Why my interest?

I have a short experience working with artificial intelligence, machine learning and image processing. My first contac with this field was during my studies of Master Degree in Cuernavaca, Morelos, Mexico. Here, I had the oportunity to work with robotic vision (in a basic way); my thesis was about evaluating algorithms for feature extraction and feature association for robotic vision. In order to evaluate these algorithms, extraction (SIFT,MSER,Harrys,Hessian) and association (online Visual Bag of Words and Vacabulary Tree), we developed a system able to recognize if a scene has been visited previosly or otherwise add this scene to a “database”. This is known as Loop-Closure Detection.The developed system was able to start from nothing (dictionary and database of scenes which became complex to explore) and learn while visiting an indoor environment. During my research there was something that got my attention and this was the part of feature association and even when finishing my thesis I had the feeling that something was missing.

My second contact was during working in an internship in Dublin, Ireland. Here we were working with clothes classification. During this experience I was in charge of doing some experiments with the classes of clothes that we had a that moment and because we did not have many instences of this classes we were no able to use Deep Learning techniques. So, instead we used SVM and random forest. Every time I run a training I thought, “Ok, now we have this classes with certain instances, but what is going to happen in the future when we get more classes or more instances?”, “I can tune the model for this data, but if new data arrives we have to retrain the model”. Again, I had the feeling that something was missing.

Because of the lack of time I did not pay more attention to this feeling until now 01/08/2016. Before starting my research the only concept I had in my mind was “Continuos Learning (CL)”. For me, this has the next definition “CL is the ability of a system to learn over the time in a changeable environment”. After searching for CL I found that there is already a concept in the literature and is known as Lifelong Machine Learning (LML) or simply Lifelong Learning (LL).

What is Lifelong Machine Learning?

Definition: Lifelong Machine Learning, or LML, considers systems that can learn many tasks over a lifetime from one or more domains. They efficiently and effectively retain the knowledge they have learned and use that knowledge to more efficiently and effectively learn new tasks. [Silver et al.,2013]

For [Chen et al.,2015], LML is a learning paradigm that aims to learn as humans do: retaining the learned knowledge from the past and use the knowledge to help future learning (Thrun,1998, Chen and Liu, 2014b, Silver et al., 2013). Although many machine learning topics and techniques are related to LL, e.g., lifelong learning (Thrun, 1998, Chen and Liu, 2014b, Silver et al., 2013), transfer learning (Jiang, 2008, Pan and Yang, 2010), multi-task learning (Caruana, 1997), never-ending learning (Carlson et al., 2010), selftaught learning (Raina et al., 2007), and online learning (Bottou, 1998), there is still no unified definition for LL.

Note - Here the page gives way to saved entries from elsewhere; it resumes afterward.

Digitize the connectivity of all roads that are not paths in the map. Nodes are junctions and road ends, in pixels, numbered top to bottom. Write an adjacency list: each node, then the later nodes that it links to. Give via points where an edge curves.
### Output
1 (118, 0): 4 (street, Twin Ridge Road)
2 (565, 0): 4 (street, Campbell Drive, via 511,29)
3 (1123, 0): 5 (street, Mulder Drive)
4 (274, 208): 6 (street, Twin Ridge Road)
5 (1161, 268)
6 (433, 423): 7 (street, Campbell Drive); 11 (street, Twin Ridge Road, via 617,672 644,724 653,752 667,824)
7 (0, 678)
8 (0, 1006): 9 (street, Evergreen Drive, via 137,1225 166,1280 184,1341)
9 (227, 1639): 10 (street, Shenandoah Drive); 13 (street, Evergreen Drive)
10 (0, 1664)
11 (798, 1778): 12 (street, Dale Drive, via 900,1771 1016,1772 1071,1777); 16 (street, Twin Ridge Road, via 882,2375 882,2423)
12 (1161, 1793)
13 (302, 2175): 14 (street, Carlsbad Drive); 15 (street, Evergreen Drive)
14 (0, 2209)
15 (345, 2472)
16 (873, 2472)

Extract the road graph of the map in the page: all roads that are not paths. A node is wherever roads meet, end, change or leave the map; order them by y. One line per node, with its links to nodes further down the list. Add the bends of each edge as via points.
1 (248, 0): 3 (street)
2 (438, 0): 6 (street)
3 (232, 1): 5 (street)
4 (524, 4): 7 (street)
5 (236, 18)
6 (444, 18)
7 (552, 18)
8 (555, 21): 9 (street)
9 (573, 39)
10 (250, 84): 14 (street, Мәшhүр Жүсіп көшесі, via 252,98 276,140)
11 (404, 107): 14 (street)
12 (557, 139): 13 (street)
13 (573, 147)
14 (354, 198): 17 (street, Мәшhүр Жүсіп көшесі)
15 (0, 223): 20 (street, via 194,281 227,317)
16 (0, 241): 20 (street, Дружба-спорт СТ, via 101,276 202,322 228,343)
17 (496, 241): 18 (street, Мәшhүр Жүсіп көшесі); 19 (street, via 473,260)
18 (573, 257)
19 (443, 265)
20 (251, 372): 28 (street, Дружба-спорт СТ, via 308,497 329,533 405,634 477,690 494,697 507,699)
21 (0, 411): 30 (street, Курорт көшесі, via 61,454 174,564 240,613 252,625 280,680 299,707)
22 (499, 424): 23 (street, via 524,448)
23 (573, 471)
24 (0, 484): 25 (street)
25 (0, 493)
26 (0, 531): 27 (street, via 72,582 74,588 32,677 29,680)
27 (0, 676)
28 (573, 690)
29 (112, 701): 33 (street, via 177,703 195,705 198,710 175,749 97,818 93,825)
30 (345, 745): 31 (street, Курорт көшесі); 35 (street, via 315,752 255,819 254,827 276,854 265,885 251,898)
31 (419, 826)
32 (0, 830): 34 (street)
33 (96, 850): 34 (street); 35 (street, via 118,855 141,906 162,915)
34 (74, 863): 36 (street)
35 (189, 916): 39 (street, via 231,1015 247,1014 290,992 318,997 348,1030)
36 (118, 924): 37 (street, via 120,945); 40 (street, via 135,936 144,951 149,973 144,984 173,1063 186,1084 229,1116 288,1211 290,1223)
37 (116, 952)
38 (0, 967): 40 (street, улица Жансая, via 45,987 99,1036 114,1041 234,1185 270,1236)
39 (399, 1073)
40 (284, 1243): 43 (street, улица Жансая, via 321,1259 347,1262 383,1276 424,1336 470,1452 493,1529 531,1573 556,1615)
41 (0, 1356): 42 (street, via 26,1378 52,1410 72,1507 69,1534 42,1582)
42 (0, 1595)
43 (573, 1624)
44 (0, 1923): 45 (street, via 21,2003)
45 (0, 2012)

[Chen et al.,2015] also give a more formal definition and the elements that LML could have: Definition (Lifelong Learning): A learner has performed learning on a sequence of tasks, from 1 to N- 1. When faced with the Nth task, it uses the knowledge gained in the past N-1 tasks to help learning for the Nth task. An LL system thus needs the following four general components:

Past Information Store (PIS): It stores the information resulted from the past learning. This may involve sub-stores for information such as (1) the original data used in each past task, (2) intermediate results from the learning of each past task, and (3) the final model or patterns learned from the past task, respectively.
Knowledge Base (KB): It stores the knowledge mined or consolidated from PIS. This requires a knowledge representation scheme suitable for the application.
Knowledge Miner (KM): it mines knowledge from PIS. This mining can be regarded as a meta-learning process because it learns knowledge from information resulted from learning of the past tasks. The knowledge is stored to KB.
Knowledge-Based Learner (KBL): Given the knowledge in KB, this learner is able to leverage the knowledge and/or some information in PIS for the new task.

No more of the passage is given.